Suppose the height in metres of the water in a harbour can be described by the equation

y = 6\sin(\frac{\pi}{4}t) + 8\cos(\frac{\pi}{4}t) + 11

where t is the time in hours. We will assume that the time t=0 corresponds to midnight. We want to find the following

  1. The maximum height of the water
  2. The minimum height of the water
  3. The time when the first maximum water height occurs
  4. The time when the first minimum water height occurs
  5. If a boat needs 2 metres of water to be able to use the harbour, how many hours a day can it use the harbour?

As I showed yesterday, the period of this up and down motion of the water level is given by \frac{2\pi}{\omega}, so in this example above the period is \frac{2\pi}{\pi/4}=8\; \text {hours}. In reality, of course, if the up and down motion of the level of water is due to the tides, then the period has to be 12 hours, as there are two high and two low tides each day. But, let’s assume, just for variety, that the period can differ from 12 hours, so in this example it will be 8 hours.

Notice that the equation describing the level of the water y is a combination of sines and cosines. How do we go about solving this?

Combining sines and cosines

The trick to being able to solve this equation is to use the compound angle formula. A few pages of algebra will show that

\sin(A+B) = \sin(A)\cos(B) + \cos(A)\sin(B).

We will use that to rewrite our formula for the water level. We can write

\sin( \frac{\pi}{4}t + \alpha ) = \sin( \frac{\pi}{4}t ) \cos( \alpha ) + \cos( \frac{\pi}{4}t ) \sin( \alpha )

Multiplying all the terms by R we get

R \sin( \frac{\pi}{4}t + \alpha ) = R \sin( \frac{\pi}{4}t ) \cos(\alpha) + R \cos( \frac{\pi}{4}t ) \sin( \alpha )

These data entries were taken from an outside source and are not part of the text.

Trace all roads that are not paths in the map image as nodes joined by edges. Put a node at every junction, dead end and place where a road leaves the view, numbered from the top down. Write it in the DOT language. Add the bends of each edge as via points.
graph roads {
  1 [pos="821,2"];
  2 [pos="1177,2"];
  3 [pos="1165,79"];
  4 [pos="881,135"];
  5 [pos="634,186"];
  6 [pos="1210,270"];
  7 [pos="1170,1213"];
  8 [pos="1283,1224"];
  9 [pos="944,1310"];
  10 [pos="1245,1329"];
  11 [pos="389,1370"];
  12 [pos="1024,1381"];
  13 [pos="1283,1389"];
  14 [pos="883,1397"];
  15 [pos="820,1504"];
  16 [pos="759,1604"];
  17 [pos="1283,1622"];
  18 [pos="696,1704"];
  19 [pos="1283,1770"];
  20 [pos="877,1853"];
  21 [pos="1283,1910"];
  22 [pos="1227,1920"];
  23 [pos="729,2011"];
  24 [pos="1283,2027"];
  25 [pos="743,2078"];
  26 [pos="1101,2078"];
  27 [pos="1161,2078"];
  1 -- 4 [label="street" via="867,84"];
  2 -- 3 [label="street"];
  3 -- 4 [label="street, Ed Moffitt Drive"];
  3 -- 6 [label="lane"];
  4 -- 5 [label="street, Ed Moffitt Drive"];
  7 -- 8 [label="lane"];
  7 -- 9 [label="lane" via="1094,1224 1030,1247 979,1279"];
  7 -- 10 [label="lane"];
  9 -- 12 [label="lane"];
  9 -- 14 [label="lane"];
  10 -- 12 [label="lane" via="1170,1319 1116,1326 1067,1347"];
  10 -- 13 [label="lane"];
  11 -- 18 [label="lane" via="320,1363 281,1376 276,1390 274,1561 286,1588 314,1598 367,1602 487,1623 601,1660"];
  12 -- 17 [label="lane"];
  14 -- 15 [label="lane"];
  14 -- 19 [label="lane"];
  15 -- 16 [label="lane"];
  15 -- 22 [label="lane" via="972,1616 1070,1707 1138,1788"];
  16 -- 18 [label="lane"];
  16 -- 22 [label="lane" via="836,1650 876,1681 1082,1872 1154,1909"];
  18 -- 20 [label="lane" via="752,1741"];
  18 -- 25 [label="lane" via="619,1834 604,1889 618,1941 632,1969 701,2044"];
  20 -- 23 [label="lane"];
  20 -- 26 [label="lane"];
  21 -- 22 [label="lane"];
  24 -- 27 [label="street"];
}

and, re-ordering this we get

R \sin( \frac{\pi}{4}t + \alpha ) = R \cos( \alpha) \sin( \frac{\pi}{4}t )  + R \sin( \alpha ) \cos( \frac{\pi}{4}t )

By writing it in this order we can see that in our original equation 6=R \cos( \alpha ) and 8=R \sin( \alpha ). If we square these two equations, and remember that \sin^{2}( \alpha ) + \cos^{2}( \alpha ) = 1 for any value of \alpha, then 36=R^{2} \cos^{2}( \alpha ) and 64 = R^{2} \sin^{2}( \alpha ) , so adding these we get 36 + 64 = 100 = R^{2} (\cos^{2} ( \alpha ) + \sin^{2} ( \alpha ) ) = R^{2} (1) , so R = \sqrt{100} = 10.

In order to calculate the phase angle \alpha we not that \frac{ R \sin ( \alpha ) }{ R \cos ( \alpha ) } = \tan ( \alpha ) = \frac{8}{6} = \frac{4}{3}. So \alpha = \tan^{-1} (4/3) = 0.93 \; \text{radians}. (This is about 53^{\circ}).

So, now we have an equation for y which is entirely in terms of \sin, we have

y = 10 \sin( \frac{\pi}{4}t + 0.93 ) + 11 .


sine plots

Plots of y = \sin( \frac{\pi}{4}t) (black curve) and y=\sin(\frac{\pi}{4}t + 0.93) (green curve). The blue dashed line is where y=-9. These plots do not include the +11 constant, so of course +11-9=2 metres.


The maximum and minimum heights of water in the harbour

Sine is a function which varies between +1 and -1, so the maximum value of 10 \sin ( \frac{\pi}{4}t + 0.93 ) = 10. This means the maximum height of the water in the harbour will be 10 + 11 = 21 \; \text{metres}.

The minimum height will be when 10 \sin ( \frac{\pi}{4}t + 0.93 ) = -10, and so the minimum height will be -10 + 11 = 1 \; \text{metre}.

At what time does the water level first reach its maximum value?

We have shown that the maximum value happens when \sin( \frac{\pi}{4}t + 0.93 ) = 1. Let us call (\frac{\pi}{4}t + 0.93 ) a new angle \theta . We know that \sin( \theta ) = 1 \; \text{when} \; \theta = \pi/2. But \theta = ( \frac{\pi}{4}t + 0.93 ) \; \text{so} \; \frac{\pi}{4}t = ( \theta - 0.93 ) = ( \pi/2 - 0.93 ) = 0.64 \; \text{radians}. This leads to t = (0.64)(4)/\pi = 0.81 \; \text{hours} = 49 \; \text{minutes} after midnight.

At what time does the water level first reach its minimum value?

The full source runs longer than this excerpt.